Now, even change the name of the watcher to car, if the car price changes, the function won't be executed. Well, in this case Vue has a "trick up its sleeve". You can define the watcher as an object that receives a handler function and a property called deep which will watch for changes in the nested properties of the object, like this:

export default {
	data() {
    	return {
        	car: {
                color: 'black',
        		price: 100.0
            }
        }
    },
    watch: {
    	car: {
        	handler: function (newCar, oldCar) {
                // whenever the car price changes, this function will be executed
            },
            deep: true
        }
    }
}

Now, every time the car price changes, the watcher function will run.

We solved a problem, but introduced another: if any other property in the car object changes, for instance the color, the watcher will execute that function.

For a long time I thought there wasn'' much to do regarding this. I would usually check if the newCar price was  different than oldCar price and execute whatever I needed. But thanks to a tweet, I found out there was a much much simpler way to do this:

Michael Thiessen on Twitter
“🔥 You can watch nested values directly in @vuejs by using dot notation as a string. This avoids watching an object deeply and ignoring everything but one specific value. It also communicates your intent better because you don’t *actually* care about the whole object.”
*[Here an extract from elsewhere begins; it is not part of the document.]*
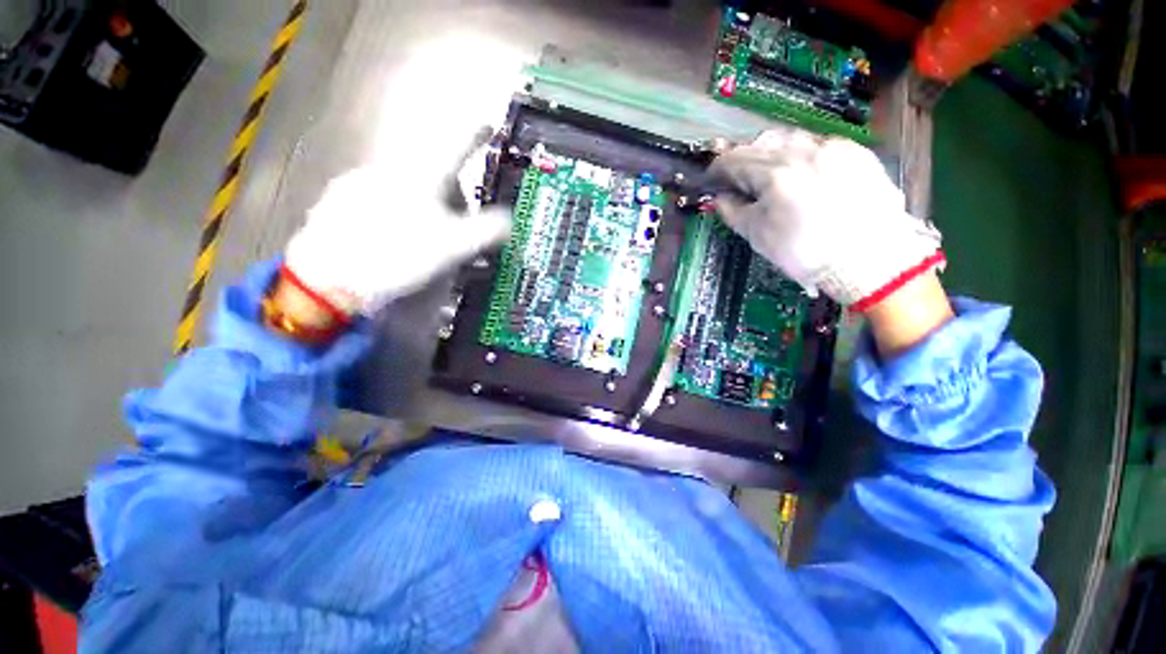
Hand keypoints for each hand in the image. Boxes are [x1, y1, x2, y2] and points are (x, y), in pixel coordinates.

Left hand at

Yes, we can simplify the previous code like this:

export default {
	data() {
    	return {
        	car: {
                color: 'black',
        		price: 100.0
            }
        }
    },
    watch: {
    	'car.price': function (newPrice, oldPrice) {
        	// now, only when the car price changes, it will execute the function
        }
    }
}

And besides, it's clear which property you want to watch in the car object.